La Consort Li a offert la sauce de poisson à Votre Majesté.

»

«Magnifique… très magnifique.»

Dugu Xihui fixait le vide par la fenêtre, le regard absent, comme perdu dans ses souvenirs ou plongé dans la perplexité. Peu à peu, un sourire se dessina sur son visage. La lumière du soleil baignait ses traits d'une fine brume dorée, dissimulant complètement les cicatrices impressionnantes. Après un long moment, il tendit la main et effleura son visage, ses doigts s'attardant sur les plaies encore ouvertes. Son regard s'éteignit aussitôt et, tel une marionnette inanimée, il se tourna raide vers Zi Jin : « Suis-je… laid, maintenant ? »

Zi Jin secoua la tête par réflexe, se rappelant le caractère imprévisible de Dugu Xihui, et secrètement agacée par sa propre impulsivité, puis baissa les yeux.

« Si elle n’est pas laide, pourquoi n’oses-tu pas me regarder ?... Même toi, tu ne veux pas me regarder, elle… » Dugu Xihui baissa les yeux, l’air sur le point de pleurer, ce qui inspira la pitié.

« Non, non… Je ne voulais pas dire ça… ce n’est pas comme ça… Je… je ne voulais pas dire ça comme ça non plus… » L’apparition de Dugu Xihui accentua le sentiment de culpabilité de Zi Jin. Cependant, les questions de Dugu Xihui étaient trop décousues, et Zi Jin n’arrivait pas à les comprendre. Elle ne savait donc pas comment le réconforter. Elle chercha du regard Lou Shuo, cherchant son aide, mais le vit fixer ses orteils.

Dugu Xihui semblait ne pas entendre, conservant sa posture initiale, ce qui rendait impossible de voir son expression.

« Maître, le jeune maître n'a pas mangé depuis deux jours. Devrions-nous le laisser manger en premier… » Lou Shuo leva les yeux vers Dugu Xihui et demanda, incertain.

Dugu Xihui leva lentement la tête : « Hmm... allons manger au jardin. » Sur ces mots, elle prit les devants et sortit de la pièce.

Lou Shuo jeta un coup d'œil à Zi Jin, puis suivit les traces de Dugu Xihui.

Zi Jin poussa un soupir de soulagement. Une fois la tension retombée, une douleur sourde lui étreignit la poitrine. Elle la frotta à plusieurs reprises, mais sans aucun effet. Finalement, désespérée, elle s'assit au bord du lit et analysa sa situation.

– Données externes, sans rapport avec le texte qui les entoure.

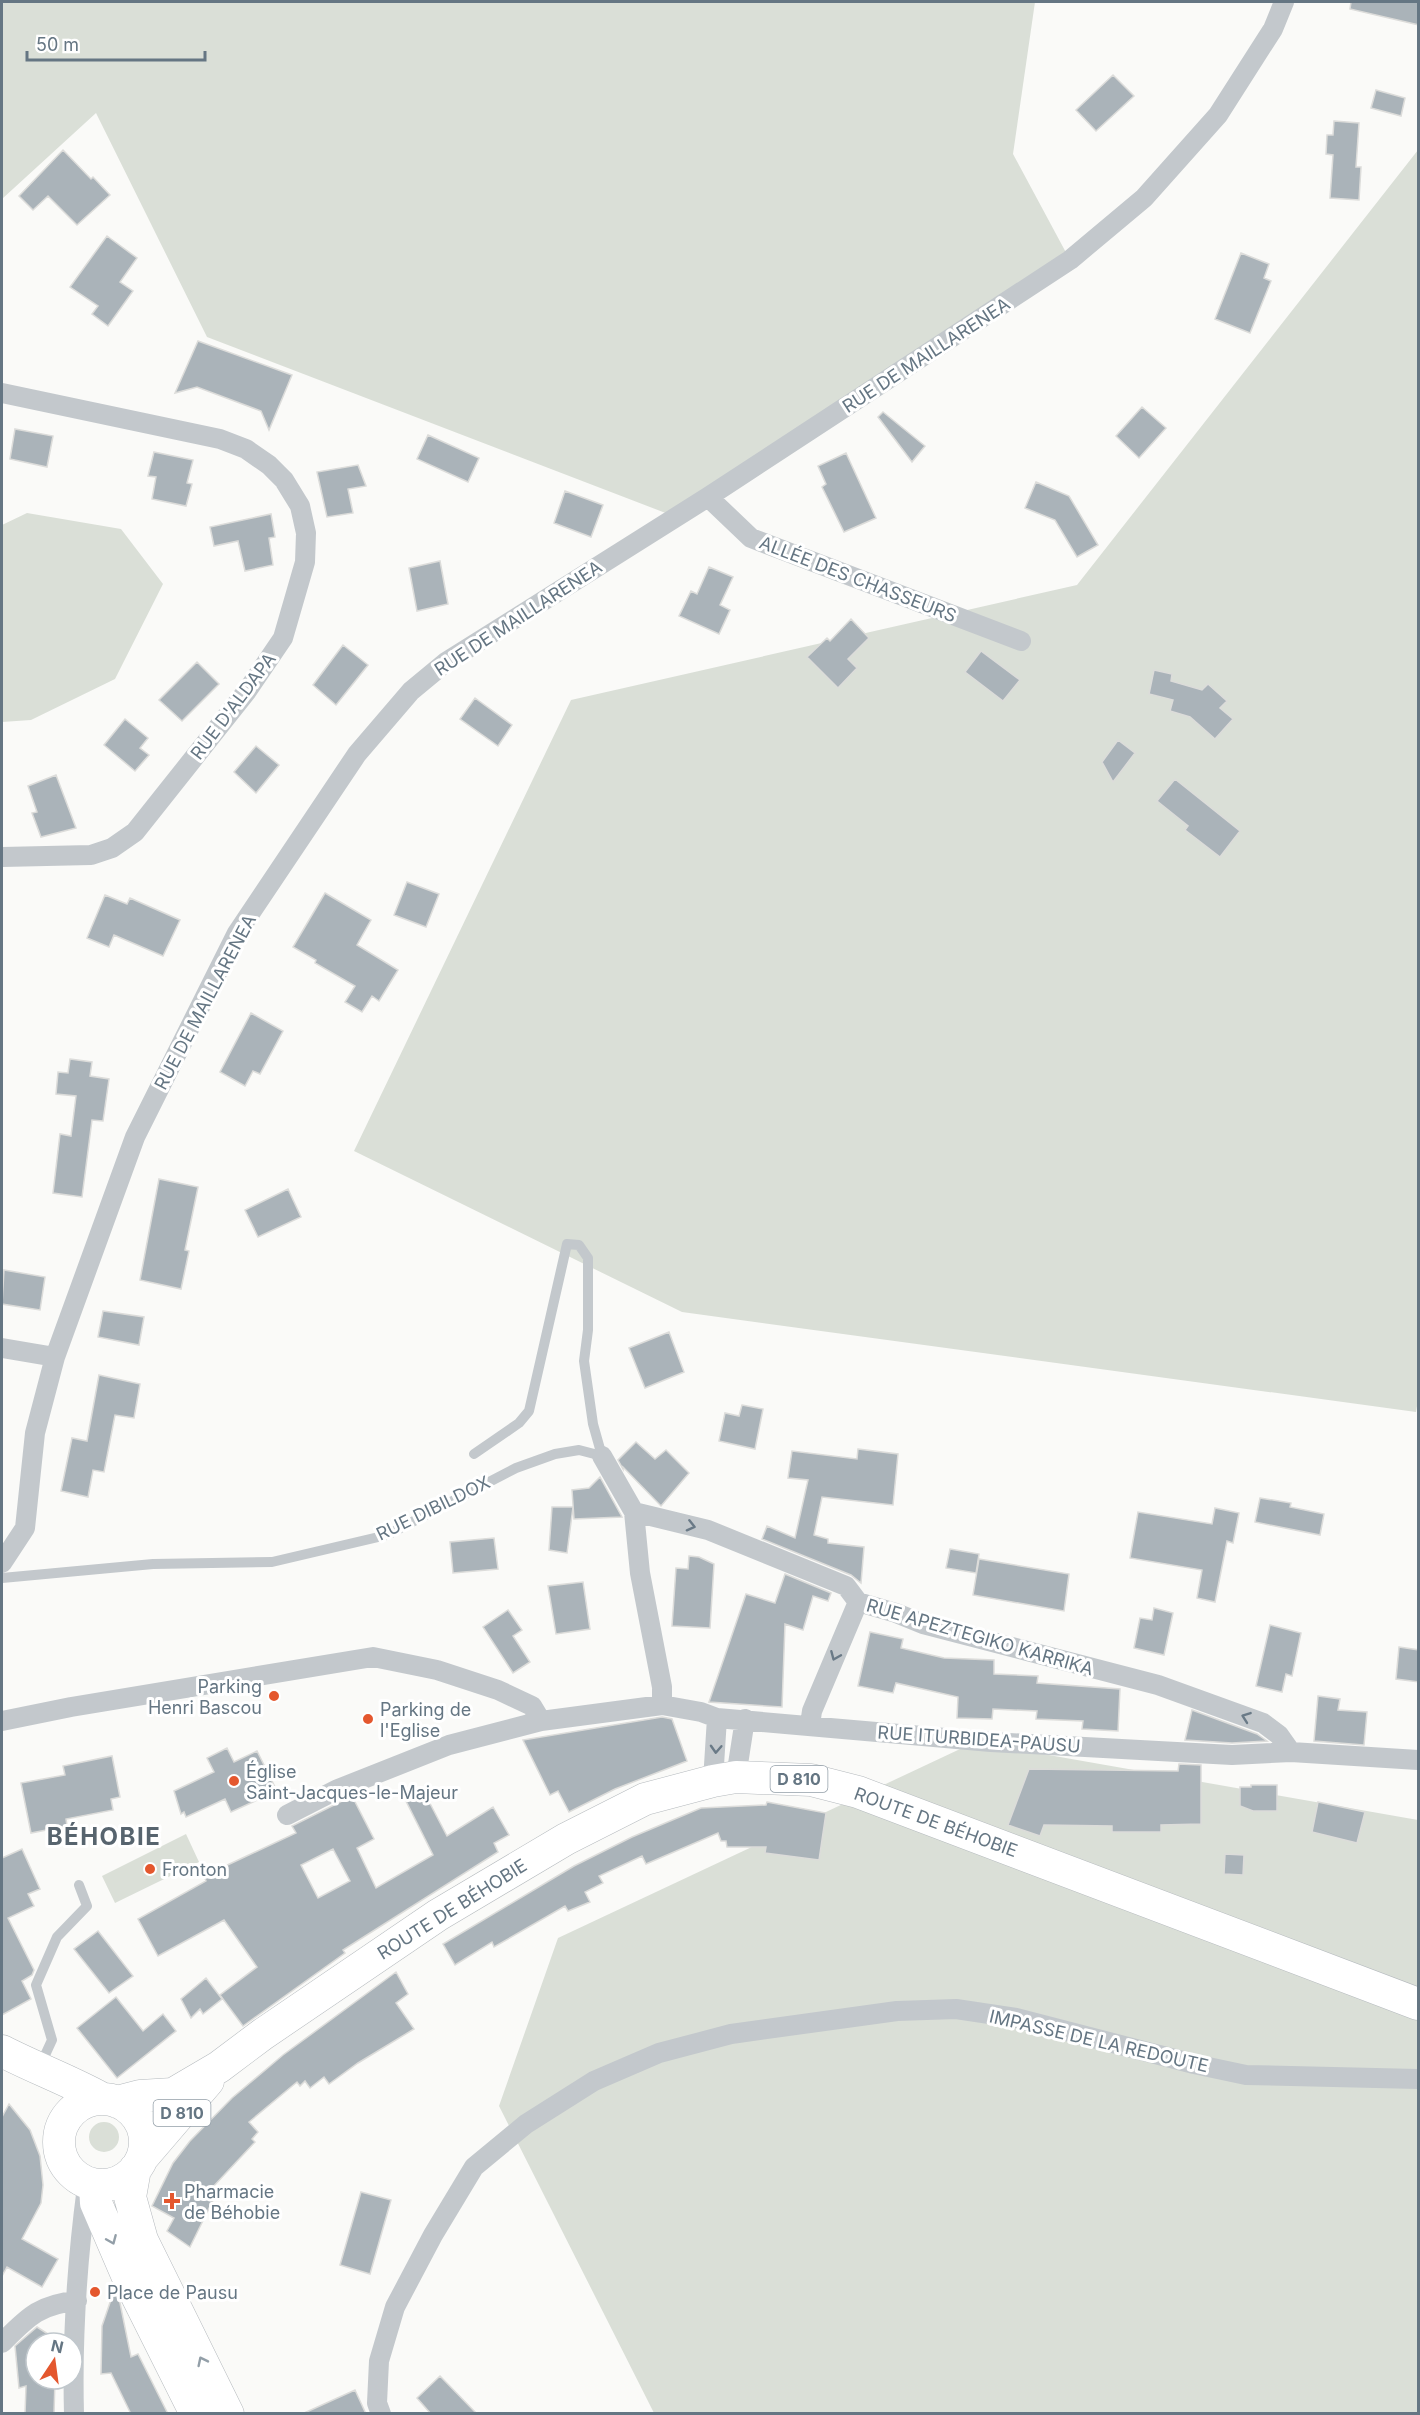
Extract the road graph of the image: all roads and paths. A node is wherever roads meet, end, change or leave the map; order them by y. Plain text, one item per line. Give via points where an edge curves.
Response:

Jin Yang Gongzi : Objet volant non identifié.

Indice de bienveillance

: 25

%. Indice de malice

: 50

%. Indice de perversion

: 25

%.

Fait : Il est anormalement narcissique et voue une obsession inhabituelle à son visage, pour des raisons inconnues ou dues à une personne en particulier.

En conclusion : une femme d'une beauté sans pareille souffre d'une maladie mentale.

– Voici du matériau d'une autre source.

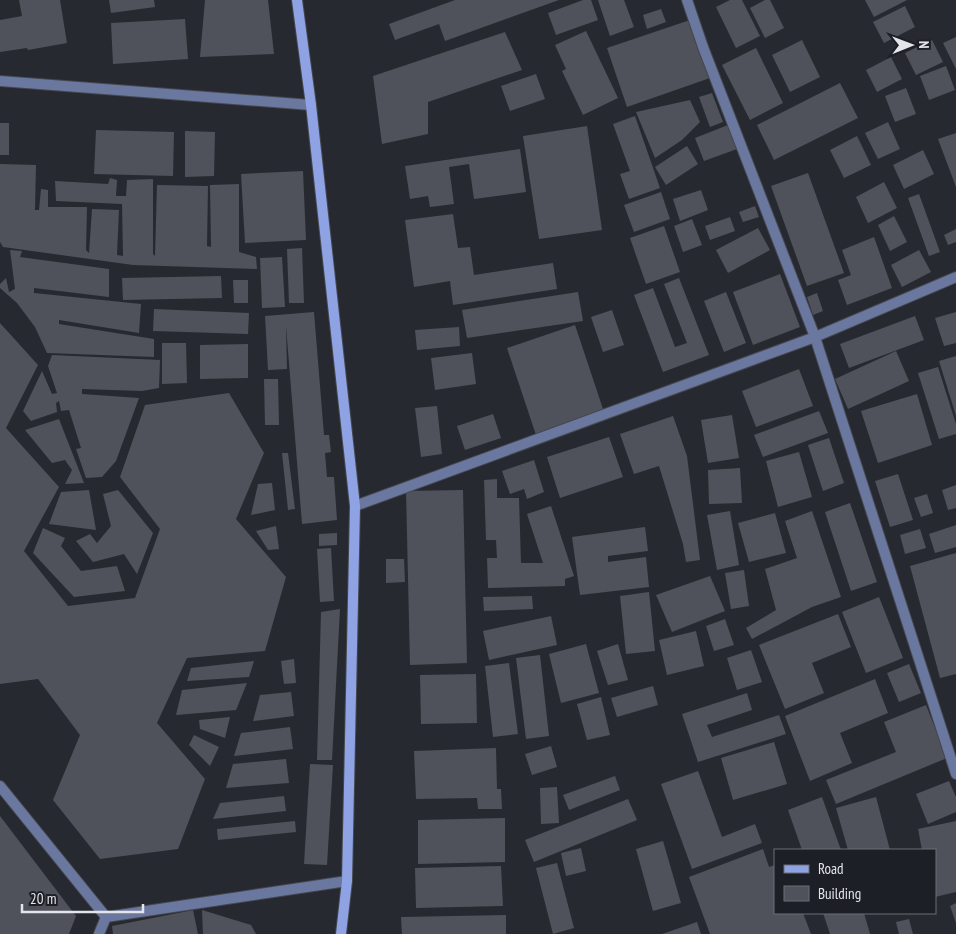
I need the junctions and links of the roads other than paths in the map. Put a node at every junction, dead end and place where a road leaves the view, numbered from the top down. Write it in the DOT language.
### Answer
graph roads {
  1 [pos="297,0"];
  2 [pos="687,0"];
  3 [pos="0,81"];
  4 [pos="311,105"];
  5 [pos="956,277"];
  6 [pos="816,337"];
  7 [pos="355,506"];
  8 [pos="956,774"];
  9 [pos="0,786"];
  10 [pos="347,881"];
  11 [pos="106,916"];
  12 [pos="99,934"];
  13 [pos="341,934"];
  1 -- 4 [label="main road"];
  2 -- 6 [label="street"];
  3 -- 4 [label="street"];
  4 -- 7 [label="main road"];
  5 -- 6 [label="street"];
  6 -- 7 [label="street"];
  6 -- 8 [label="street"];
  7 -- 10 [label="main road"];
  9 -- 11 [label="street"];
  10 -- 11 [label="street"];
  10 -- 13 [label="main road"];
  11 -- 12 [label="street"];
}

Évaluation : Il est vivant et attend d'être secouru. (Remarque : Cela ne devrait pas être trop difficile… n'est-ce pas ?)

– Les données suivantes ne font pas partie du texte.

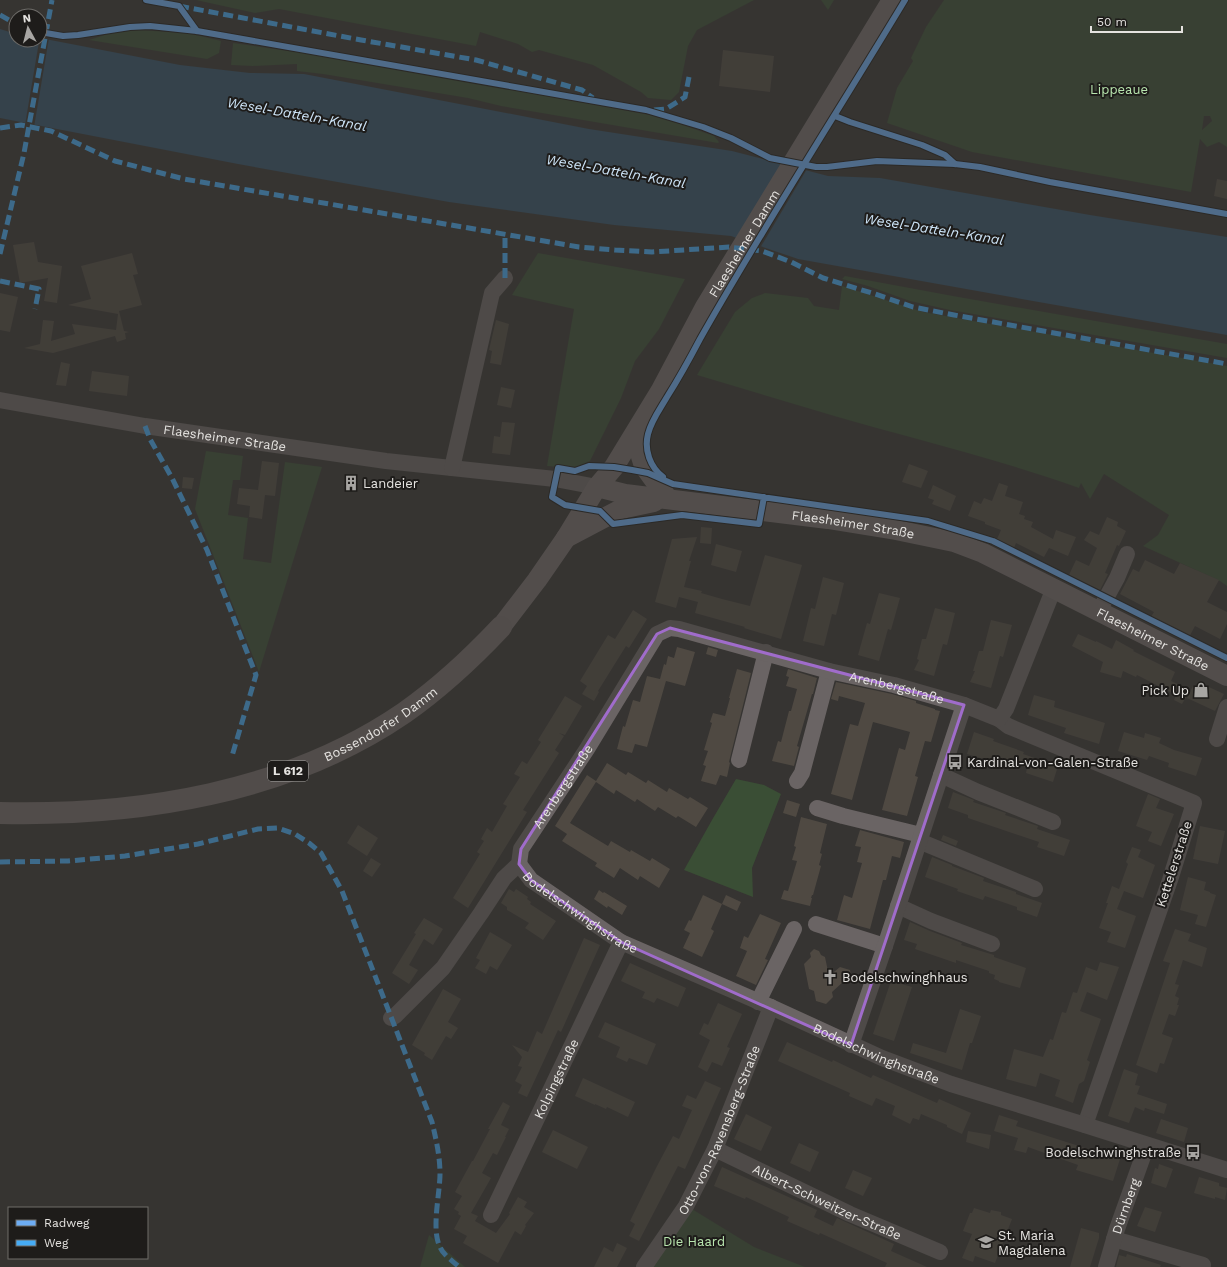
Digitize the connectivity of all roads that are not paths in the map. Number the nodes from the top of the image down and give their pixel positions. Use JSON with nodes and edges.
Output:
{"nodes":[{"id":1,"x":892,"y":0,"type":"edge"},
{"id":2,"x":505,"y":278,"type":"dead end"},
{"id":3,"x":0,"y":400,"type":"edge"},
{"id":4,"x":636,"y":432,"type":"junction"},
{"id":5,"x":452,"y":468,"type":"junction"},
{"id":6,"x":597,"y":487,"type":"junction"},
{"id":7,"x":668,"y":499,"type":"junction"},
{"id":8,"x":566,"y":538,"type":"junction"},
{"id":9,"x":1127,"y":554,"type":"dead end"},
{"id":10,"x":1055,"y":589,"type":"junction"},
{"id":11,"x":1099,"y":611,"type":"junction"},
{"id":12,"x":501,"y":627,"type":"joint"},
{"id":13,"x":766,"y":652,"type":"junction"},
{"id":14,"x":829,"y":671,"type":"junction"},
{"id":15,"x":1227,"y":676,"type":"edge"},
{"id":16,"x":964,"y":705,"type":"junction"},
{"id":17,"x":1227,"y":708,"type":"edge"},
{"id":18,"x":999,"y":719,"type":"junction"},
{"id":19,"x":1217,"y":739,"type":"dead end"},
{"id":20,"x":739,"y":760,"type":"dead end"},
{"id":21,"x":941,"y":775,"type":"junction"},
{"id":22,"x":797,"y":781,"type":"dead end"},
{"id":23,"x":817,"y":808,"type":"dead end"},
{"id":24,"x":0,"y":813,"type":"edge"},
{"id":25,"x":1053,"y":822,"type":"dead end"},
{"id":26,"x":920,"y":838,"type":"junction"},
{"id":27,"x":518,"y":864,"type":"junction"},
{"id":28,"x":1035,"y":889,"type":"dead end"},
{"id":29,"x":898,"y":906,"type":"junction"},
{"id":30,"x":816,"y":924,"type":"dead end"},
{"id":31,"x":794,"y":929,"type":"dead end"},
{"id":32,"x":621,"y":942,"type":"junction"},
{"id":33,"x":992,"y":944,"type":"dead end"},
{"id":34,"x":885,"y":946,"type":"junction"},
{"id":35,"x":764,"y":1005,"type":"junction"},
{"id":36,"x":391,"y":1018,"type":"dead end"},
{"id":37,"x":852,"y":1045,"type":"junction"},
{"id":38,"x":1086,"y":1125,"type":"junction"},
{"id":39,"x":1147,"y":1145,"type":"junction"},
{"id":40,"x":715,"y":1149,"type":"junction"},
{"id":41,"x":1227,"y":1170,"type":"edge"},
{"id":42,"x":491,"y":1215,"type":"dead end"},
{"id":43,"x":1114,"y":1239,"type":"junction"},
{"id":44,"x":940,"y":1252,"type":"dead end"},
{"id":45,"x":1203,"y":1265,"type":"dead end"},
{"id":46,"x":644,"y":1267,"type":"edge"},
{"id":47,"x":1106,"y":1267,"type":"edge"}],
"edges":[{"from":1,"to":4,"type":"main road","name":"Flaesheimer Damm"},
{"from":2,"to":5,"type":"street"},
{"from":3,"to":5,"type":"street","name":"Flaesheimer Straße"},
{"from":4,"to":6,"type":"main road","name":"Flaesheimer Damm"},
{"from":4,"to":7,"type":"main road"},
{"from":5,"to":6,"type":"street","name":"Flaesheimer Straße"},
{"from":6,"to":7,"type":"main road","name":"Flaesheimer Straße"},
{"from":6,"to":8,"type":"main road","name":"Bossendorfer Damm","number":"L 612"},
{"from":7,"to":8,"type":"main road"},
{"from":7,"to":10,"type":"main road","name":"Flaesheimer Straße"},
{"from":8,"to":12,"type":"main road","name":"Bossendorfer Damm","number":"L 612"},
{"from":9,"to":11,"type":"street"},
{"from":10,"to":11,"type":"main road","name":"Flaesheimer Straße"},
{"from":10,"to":18,"type":"street"},
{"from":11,"to":15,"type":"main road","name":"Flaesheimer Straße"},
{"from":12,"to":24,"type":"highway","name":"Bossendorfer Damm","number":"L 612"},
{"from":13,"to":14,"type":"street","name":"Arenbergstraße"},
{"from":13,"to":20,"type":"street"},
{"from":13,"to":27,"type":"street","name":"Arenbergstraße"},
{"from":14,"to":16,"type":"street","name":"Arenbergstraße"},
{"from":14,"to":22,"type":"street"},
{"from":16,"to":18,"type":"street"},
{"from":16,"to":21,"type":"street"},
{"from":17,"to":19,"type":"street"},
{"from":18,"to":38,"type":"street","name":"Kettelerstraße"},
{"from":21,"to":25,"type":"street"},
{"from":21,"to":26,"type":"street"},
{"from":23,"to":26,"type":"street"},
{"from":26,"to":28,"type":"street"},
{"from":26,"to":29,"type":"street"},
{"from":27,"to":32,"type":"street","name":"Bodelschwinghstraße"},
{"from":27,"to":36,"type":"street","name":"Arenbergstraße"},
{"from":29,"to":33,"type":"street"},
{"from":29,"to":34,"type":"street"},
{"from":30,"to":34,"type":"street"},
{"from":31,"to":35,"type":"street"},
{"from":32,"to":35,"type":"street","name":"Bodelschwinghstraße"},
{"from":32,"to":42,"type":"street","name":"Kolpingstraße"},
{"from":34,"to":37,"type":"street"},
{"from":35,"to":37,"type":"street","name":"Bodelschwinghstraße"},
{"from":35,"to":40,"type":"street","name":"Otto-von-Ravensberg-Straße"},
{"from":37,"to":38,"type":"street","name":"Bodelschwinghstraße"},
{"from":38,"to":39,"type":"street","name":"Bodelschwinghstraße"},
{"from":39,"to":41,"type":"street","name":"Bodelschwinghstraße"},
{"from":39,"to":43,"type":"street","name":"Dürnberg"},
{"from":40,"to":44,"type":"street","name":"Albert-Schweitzer-Straße"},
{"from":40,"to":46,"type":"street","name":"Otto-von-Ravensberg-Straße"},
{"from":43,"to":45,"type":"street"},
{"from":43,"to":47,"type":"street","name":"Dürnberg"}]}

Zi Jin, vêtue d'une robe de gaze rouge flamboyante, suivait maladroitement la servante, serrant ses vêtements contre elle et la regardant constamment faire ses pas, craignant de marcher sur le bas de sa robe et de se ridiculiser devant tout le monde.

En entrant dans le jardin, on découvre un grand bassin de lotus. L'étroite allée est pavée de galets, et les rampes, en marbre blanc fin, sont sculptées de lotus en pleine floraison, d'un réalisme et d'une finesse exceptionnels.